My passion for cooking began when making Christmas cakes with my Nan, pretty much from the age of 11! Ever since, I have had a passion for food and an urge to try new things out, to see if I could create something new.
I began training at Stratford upon Avon College, and at the mere age of 16 I was sent of packing for a six week work experience programme at Claridge’s, during which I was offered a commis position before I had even completed my six week training!
I spent the first few months of my time at Claridge’s homesick and wondering what I had done, missing my small village. However, I formed a new family within the Claridge’s team, where I spent the following four years of my career. When I left Claridge’s, I left as the Senior Chef de Partie on the sauce section, working alongside John Williams and Claire Clark on the pastry section.
I decided I wanted to explore a new side of the industry and joined the team at Michelin-starred restaurant, Putney Bridge. I worked with Anthony Demetre for the following 2 years on the pastry section, exploring new products and ideas.
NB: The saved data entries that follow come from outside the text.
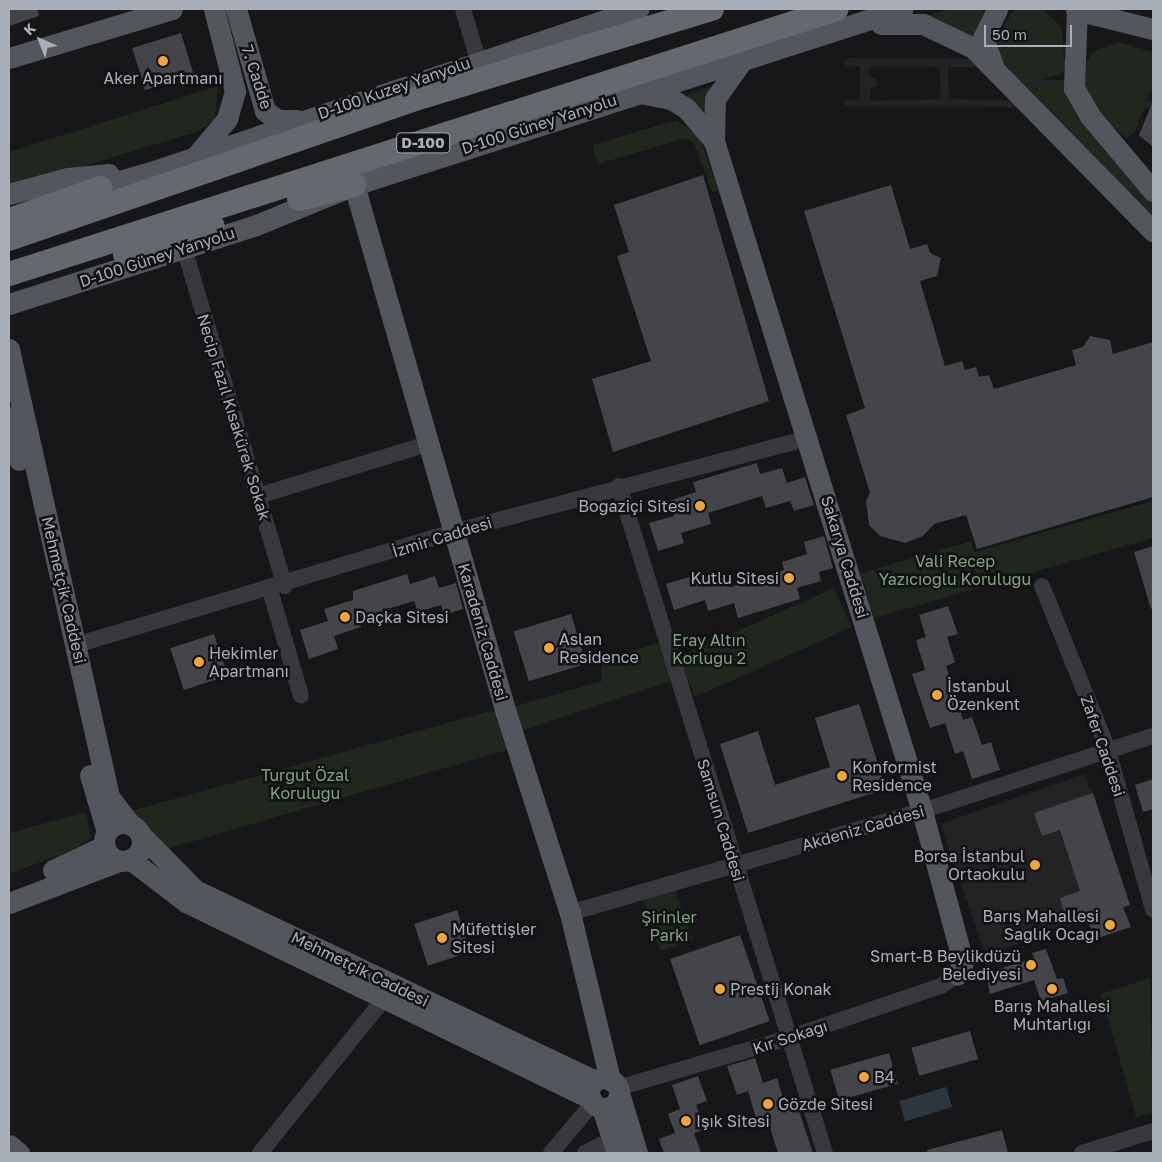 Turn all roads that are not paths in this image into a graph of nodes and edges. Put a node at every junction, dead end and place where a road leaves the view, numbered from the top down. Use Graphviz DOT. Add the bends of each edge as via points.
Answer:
graph roads {
  1 [pos="172,9"];
  2 [pos="214,9"];
  3 [pos="236,9"];
  4 [pos="463,9"];
  5 [pos="638,9"];
  6 [pos="712,9"];
  7 [pos="902,9"];
  8 [pos="997,9"];
  9 [pos="1076,9"];
  10 [pos="834,19"];
  11 [pos="1153,29"];
  12 [pos="9,58"];
  13 [pos="744,58"];
  14 [pos="478,60"];
  15 [pos="996,72"];
  16 [pos="638,93"];
  17 [pos="299,120"];
  18 [pos="714,141"];
  19 [pos="195,157"];
  20 [pos="1093,168"];
  21 [pos="151,172"];
  22 [pos="354,185"];
  23 [pos="101,188"];
  24 [pos="1153,191"];
  25 [pos="9,194"];
  26 [pos="9,208"];
  27 [pos="1153,217"];
  28 [pos="9,220"];
  29 [pos="1153,231"];
  30 [pos="9,238"];
  31 [pos="184,248"];
  32 [pos="9,274"];
  33 [pos="9,289"];
  34 [pos="47,292"];
  35 [pos="9,304"];
  36 [pos="9,310"];
  37 [pos="9,349"];
  38 [pos="9,417"];
  39 [pos="810,438"];
  40 [pos="430,443"];
  41 [pos="619,486"];
  42 [pos="258,496"];
  43 [pos="453,532"];
  44 [pos="1042,586"];
  45 [pos="278,588"];
  46 [pos="71,647"];
  47 [pos="302,696"];
  48 [pos="1153,736"];
  49 [pos="1107,747"];
  50 [pos="922,811"];
  51 [pos="136,830"];
  52 [pos="115,850"];
  53 [pos="735,865"];
  54 [pos="9,887"];
  55 [pos="9,903"];
  56 [pos="1153,910"];
  57 [pos="570,913"];
  58 [pos="957,975"];
  59 [pos="384,999"];
  60 [pos="788,1038"];
  61 [pos="604,1093"];
  62 [pos="1153,1131"];
  63 [pos="9,1145"];
  64 [pos="19,1153"];
  65 [pos="260,1153"];
  66 [pos="551,1153"];
  67 [pos="585,1153"];
  68 [pos="604,1153"];
  69 [pos="618,1153"];
  70 [pos="637,1153"];
  71 [pos="825,1153"];
  72 [pos="1082,1153"];
  1 -- 12 [label="main road"];
  2 -- 19 [label="main road, 7. Cadde" via="235,91 227,119"];
  3 -- 17 [label="main road, 7. Cadde" via="265,111 278,120"];
  4 -- 14 [label="street"];
  5 -- 14 [label="main road, D-100 Kuzey Yanyolu"];
  6 -- 30 [label="highway, D-100" via="425,96"];
  7 -- 10 [label="main road, D-100 Güney Yanyolu"];
  8 -- 15 [label="main road" via="983,38"];
  9 -- 11 [label="main road"];
  9 -- 24 [label="main road" via="1074,88 1090,116"];
  10 -- 13 [label="main road, D-100 Güney Yanyolu"];
  10 -- 15 [label="main road" via="923,24 973,48"];
  10 -- 32 [label="highway, D-100"];
  13 -- 16 [label="main road, D-100 Güney Yanyolu"];
  13 -- 18 [label="main road" via="715,99"];
  14 -- 17 [label="main road, D-100 Kuzey Yanyolu"];
  15 -- 20 [label="main road" via="1020,101"];
  16 -- 18 [label="main road" via="671,99 686,108"];
  16 -- 22 [label="main road, D-100 Güney Yanyolu"];
  17 -- 19 [label="main road, D-100 Kuzey Yanyolu"];
  18 -- 39 [label="main road, Sakarya Caddesi"];
  19 -- 21 [label="main road, D-100 Kuzey Yanyolu"];
  20 -- 27 [label="main road" via="1108,173"];
  20 -- 29 [label="main road"];
  21 -- 23 [label="main road"];
  21 -- 25 [label="main road" via="68,178"];
  22 -- 31 [label="main road, D-100 Güney Yanyolu" via="304,208"];
  22 -- 33 [label="highway"];
  22 -- 40 [label="main road, Karadeniz Caddesi"];
  23 -- 26 [label="main road"];
  23 -- 28 [label="highway"];
  31 -- 34 [label="main road, D-100 Güney Yanyolu"];
  31 -- 42 [label="street, Necip Fazıl Kısakürek Sokak"];
  34 -- 35 [label="main road, D-100 Güney Yanyolu"];
  34 -- 36 [label="main road"];
  37 -- 46 [label="main road, Mehmetçik Caddesi"];
  38 -- 46 [label="main road, Mehmetçik Caddesi"];
  39 -- 41 [label="street, İzmir Caddesi"];
  39 -- 50 [label="main road, Sakarya Caddesi"];
  40 -- 42 [label="street"];
  40 -- 43 [label="main road, Karadeniz Caddesi"];
  41 -- 43 [label="street, İzmir Caddesi"];
  41 -- 53 [label="street, Samsun Caddesi"];
  42 -- 45 [label="street, Necip Fazıl Kısakürek Sokak"];
  43 -- 45 [label="street, İzmir Caddesi"];
  43 -- 57 [label="main road, Karadeniz Caddesi"];
  44 -- 49 [label="street, Zafer Caddesi"];
  45 -- 46 [label="street, İzmir Caddesi"];
  45 -- 47 [label="street, Necip Fazıl Kısakürek Sokak"];
  46 -- 51 [label="main road, Mehmetçik Caddesi" via="109,797"];
  46 -- 52 [label="main road, Mehmetçik Caddesi" via="96,803"];
  48 -- 49 [label="street, Akdeniz Caddesi"];
  49 -- 50 [label="street, Akdeniz Caddesi"];
  49 -- 56 [label="street, Zafer Caddesi"];
  50 -- 53 [label="street, Akdeniz Caddesi"];
  50 -- 58 [label="main road, Sakarya Caddesi" via="963,962"];
  51 -- 52 [label="main road" via="120,824"];
  51 -- 52 [label="main road" via="140,850"];
  51 -- 61 [label="main road, Mehmetçik Caddesi" via="195,890"];
  52 -- 54 [label="main road"];
  52 -- 55 [label="main road"];
  52 -- 59 [label="main road, Mehmetçik Caddesi" via="186,902"];
  53 -- 57 [label="street, Akdeniz Caddesi"];
  53 -- 60 [label="street, Samsun Caddesi"];
  57 -- 61 [label="main road, Karadeniz Caddesi"];
  58 -- 60 [label="street, Kır Sokağı" via="941,986"];
  59 -- 61 [label="main road, Mehmetçik Caddesi"];
  59 -- 65 [label="street"];
  60 -- 61 [label="street, Kır Sokağı"];
  60 -- 71 [label="street, Samsun Caddesi"];
  61 -- 66 [label="street"];
  61 -- 69 [label="main road, Karadeniz Caddesi"];
  61 -- 70 [label="main road, Karadeniz Caddesi"];
  62 -- 72 [label="street"];
  63 -- 64 [label="main road"];
  67 -- 68 [label="street" via="601,1145"];
} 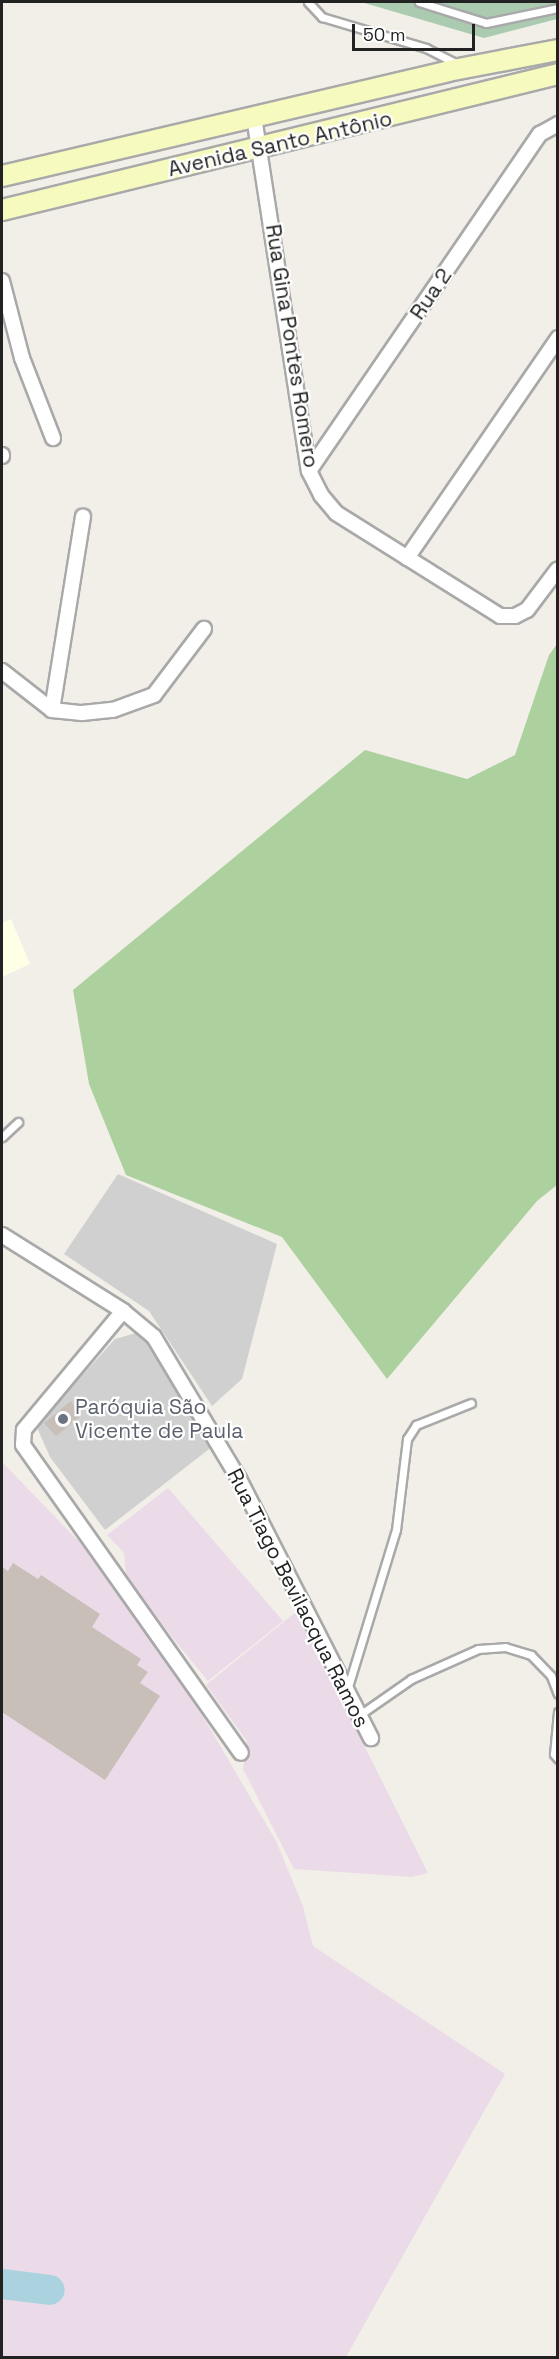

I began my first exec chef role with Everson Hewitt, a catering company positioned at PricewaterhouseCoopers, working in the restaurant kitchen. I was given the opportunity to assist with developing new ideas and dishes for the group alongside John Woodward, which was very exciting. Working in the contract catering industry afforded me the time to master the art of my passion for Thai carving and cake decoration, learning to carve pumpkins and create detailed cakes
With my growing passion of food and the desire to expand my knowledge, I took a complete 360 degree turn to face the industry from a new angle. The opportunity to take a sales role at kff arose and I knew it would take my love of food to another level!